To ease separation anxiety (which can be a reality for four year-olds), I recommend a fun and engaging activity at drop-off/arrival time. Encourage parents to say a quick goodbye, as lingering only delays the inevitable tears. I suggest starting your day (or afternoon) with free play in the classroom or discovery learning activities--that way your kiddos are immediately immersed in something they love.
Who can resist spray-painting snow?
How to Start the Day with Discovery Learning 
Begin by teaching the routine of hanging up coat and backpack, handing in clipboard/agenda, putting on indoor shoes, then going to a table to explore and interact with the materials. Discovery learning can target literacy, numeracy, art exploration, as well as science and social studies concepts. Some teachers try to have one tub/tray from each curricular area each week for a total of 4-5 tubs/trays. Discovery learning is play-based, hands on, and promotes inquiry. Learn more here and check out these fantastic ideas on Pinterest.

The start of the year is a great time to begin discovery learning with simple fine motor activities to strengthen the hand skills of your learners—very important for the increasing demands for printing we place on Grade 1 students. See this post to learn more about fine motor activities that are open-ended and encourage exploration. Make time to develop Junior Kindergarten students' fine motor skills--it's a priority at this age.   

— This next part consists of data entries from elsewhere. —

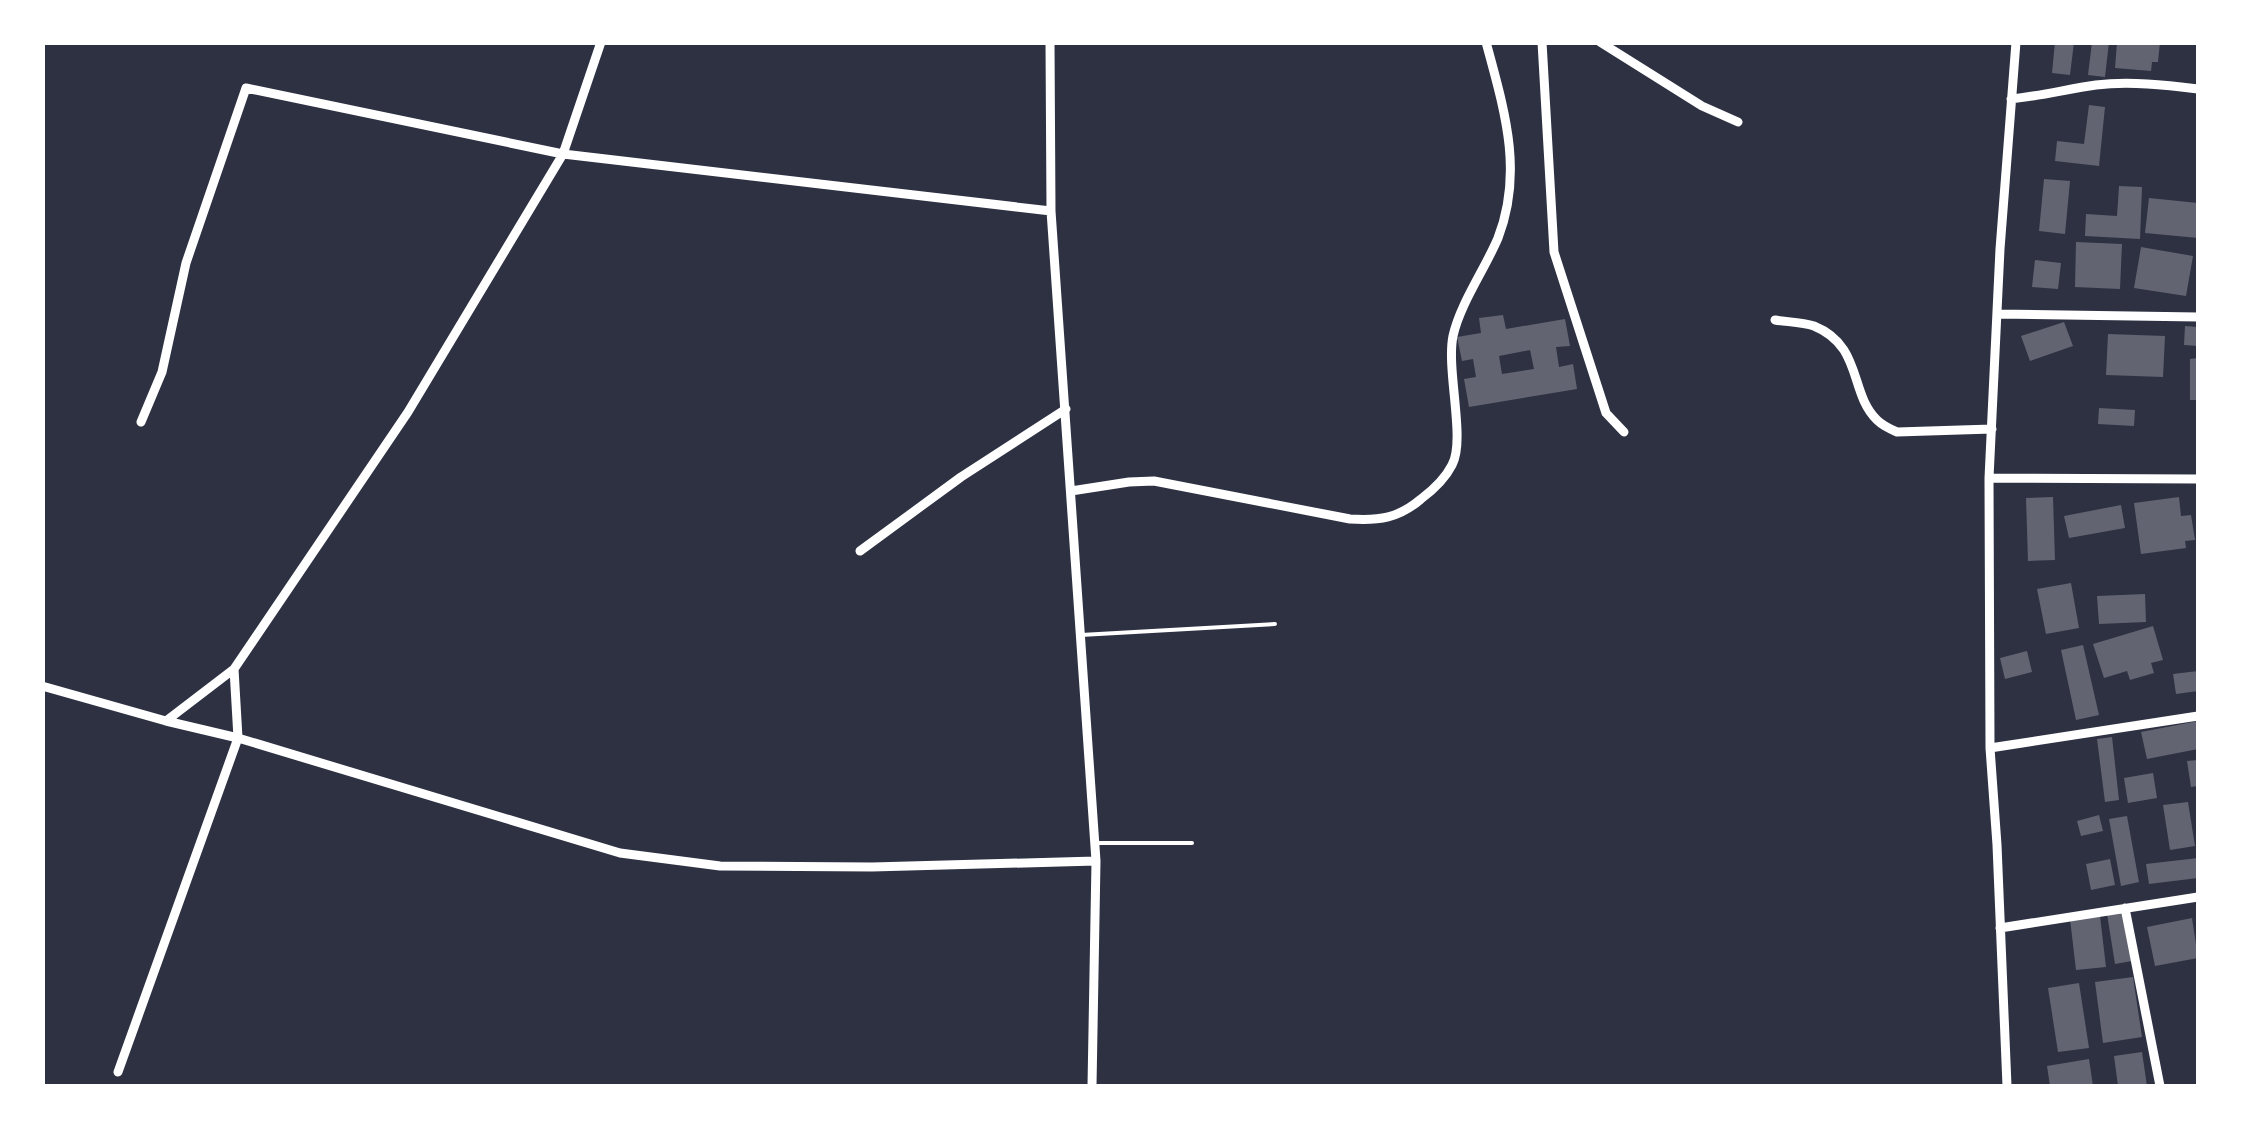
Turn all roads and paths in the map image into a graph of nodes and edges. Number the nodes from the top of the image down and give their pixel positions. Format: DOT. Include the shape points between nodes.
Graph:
graph roads {
  1 [pos="601,42"];
  2 [pos="1050,42"];
  3 [pos="1486,42"];
  4 [pos="1542,42"];
  5 [pos="1600,42"];
  6 [pos="2016,42"];
  7 [pos="2198,89"];
  8 [pos="2011,99"];
  9 [pos="1738,122"];
  10 [pos="564,154"];
  11 [pos="1051,211"];
  12 [pos="1998,314"];
  13 [pos="2198,317"];
  14 [pos="1775,320"];
  15 [pos="1066,409"];
  16 [pos="141,422"];
  17 [pos="1992,429"];
  18 [pos="1624,432"];
  19 [pos="1989,478"];
  20 [pos="2198,479"];
  21 [pos="1072,490"];
  22 [pos="860,551"];
  23 [pos="1275,624"];
  24 [pos="1081,635"];
  25 [pos="234,669"];
  26 [pos="42,686"];
  27 [pos="2198,716"];
  28 [pos="166,721"];
  29 [pos="238,738"];
  30 [pos="1990,748"];
  31 [pos="1192,842"];
  32 [pos="1095,843"];
  33 [pos="1096,860"];
  34 [pos="2198,897"];
  35 [pos="2125,908"];
  36 [pos="2000,928"];
  37 [pos="118,1072"];
  38 [pos="1092,1086"];
  39 [pos="2007,1086"];
  40 [pos="2160,1086"];
  1 -- 10 [label="street"];
  2 -- 11 [label="street"];
  3 -- 21 [label="street" via="1512,156 1511,191 1499,236 1454,330 1454,462 1435,488 1395,516 1376,520 1154,482"];
  4 -- 18 [label="street" via="1554,252 1606,413"];
  5 -- 9 [label="street"];
  6 -- 8 [label="street"];
  7 -- 8 [label="street" via="2100,85"];
  8 -- 12 [label="street"];
  10 -- 11 [label="street"];
  10 -- 16 [label="street" via="246,88 186,263 162,372"];
  10 -- 25 [label="street" via="408,412"];
  11 -- 15 [label="street"];
  12 -- 13 [label="street"];
  12 -- 17 [label="street"];
  14 -- 17 [label="street" via="1813,326 1832,338 1849,356 1874,418 1886,427"];
  15 -- 21 [label="street"];
  15 -- 22 [label="street"];
  17 -- 19 [label="street"];
  19 -- 20 [label="street"];
  19 -- 30 [label="street"];
  21 -- 24 [label="street"];
  23 -- 24 [label="lane"];
  24 -- 32 [label="street"];
  25 -- 28 [label="street"];
  25 -- 29 [label="street"];
  26 -- 28 [label="street"];
  27 -- 30 [label="street"];
  28 -- 29 [label="street"];
  29 -- 33 [label="street" via="620,854 720,866 872,868"];
  29 -- 37 [label="street"];
  30 -- 36 [label="street"];
  31 -- 32 [label="lane"];
  32 -- 33 [label="street"];
  33 -- 38 [label="street"];
  34 -- 35 [label="street"];
  35 -- 36 [label="street"];
  35 -- 40 [label="street"];
  36 -- 39 [label="street"];
}
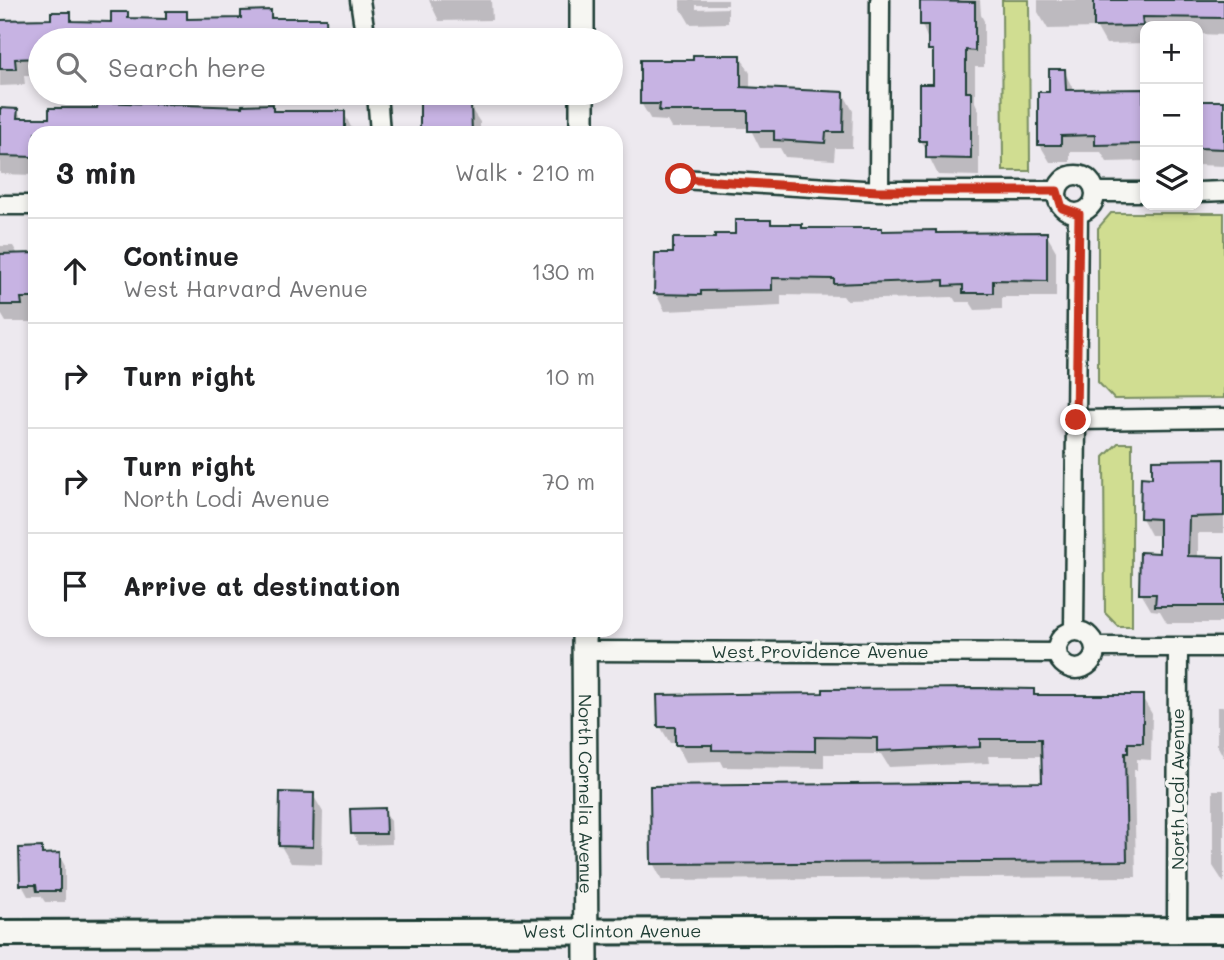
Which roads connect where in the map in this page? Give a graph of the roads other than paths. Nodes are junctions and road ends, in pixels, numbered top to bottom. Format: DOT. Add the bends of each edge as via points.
graph roads {
  1 [pos="360,0"];
  2 [pos="582,0"];
  3 [pos="880,0"];
  4 [pos="364,28"];
  5 [pos="582,28"];
  6 [pos="378,105"];
  7 [pos="582,105"];
  8 [pos="379,126"];
  9 [pos="582,126"];
  10 [pos="681,179"];
  11 [pos="878,191"];
  12 [pos="1057,191"];
  13 [pos="1203,191"];
  14 [pos="1224,191"];
  15 [pos="1096,192"];
  16 [pos="1140,192"];
  17 [pos="0,205"];
  18 [pos="28,205"];
  19 [pos="1079,214"];
  20 [pos="1224,418"];
  21 [pos="1076,420"];
  22 [pos="1074,630"];
  23 [pos="584,641"];
  24 [pos="1096,647"];
  25 [pos="1178,647"];
  26 [pos="1224,647"];
  27 [pos="1057,653"];
  28 [pos="1177,930"];
  29 [pos="1224,930"];
  30 [pos="585,932"];
  31 [pos="0,933"];
  32 [pos="586,960"];
  1 -- 4 [label="street"];
  2 -- 5 [label="street"];
  3 -- 11 [label="street"];
  6 -- 8 [label="street"];
  7 -- 9 [label="street"];
  10 -- 11 [label="street"];
  11 -- 12 [label="street"];
  12 -- 15 [label="street" via="1062,180 1080,175 1090,180"];
  12 -- 19 [label="street" via="1062,208"];
  13 -- 14 [label="street"];
  15 -- 16 [label="street"];
  15 -- 19 [label="street" via="1090,208"];
  17 -- 18 [label="street"];
  19 -- 21 [label="street"];
  20 -- 21 [label="street"];
  21 -- 22 [label="street"];
  22 -- 24 [label="street" via="1091,636"];
  22 -- 27 [label="street" via="1059,640"];
  23 -- 27 [label="street, West Providence Avenue"];
  23 -- 30 [label="street, North Cornelia Avenue"];
  24 -- 25 [label="street"];
  24 -- 27 [label="street" via="1093,660 1082,668 1063,664"];
  25 -- 26 [label="street"];
  25 -- 28 [label="street, North Lodi Avenue"];
  28 -- 29 [label="main road, West Clinton Avenue"];
  28 -- 30 [label="main road, West Clinton Avenue"];
  30 -- 31 [label="main road, West Clinton Avenue"];
  30 -- 32 [label="street, North Cornelia Avenue"];
}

Developing fine motor skills as well as an understanding of how secondary colours are created
Once a discovery learning routine is established, activities can become more complex. As a teacher, you can spend the time observing students, capturing evidence of learning through photographs and voice recordings, and taking anecdotal notes. You might choose to position yourself at one discovery tray or roam around the room. I highly recommend Microsoft OneNote to organize all that information—create a page for each student, and you’ll have a wealth of data by report card time. Microsoft OneNote is available across platforms (app and web-based). 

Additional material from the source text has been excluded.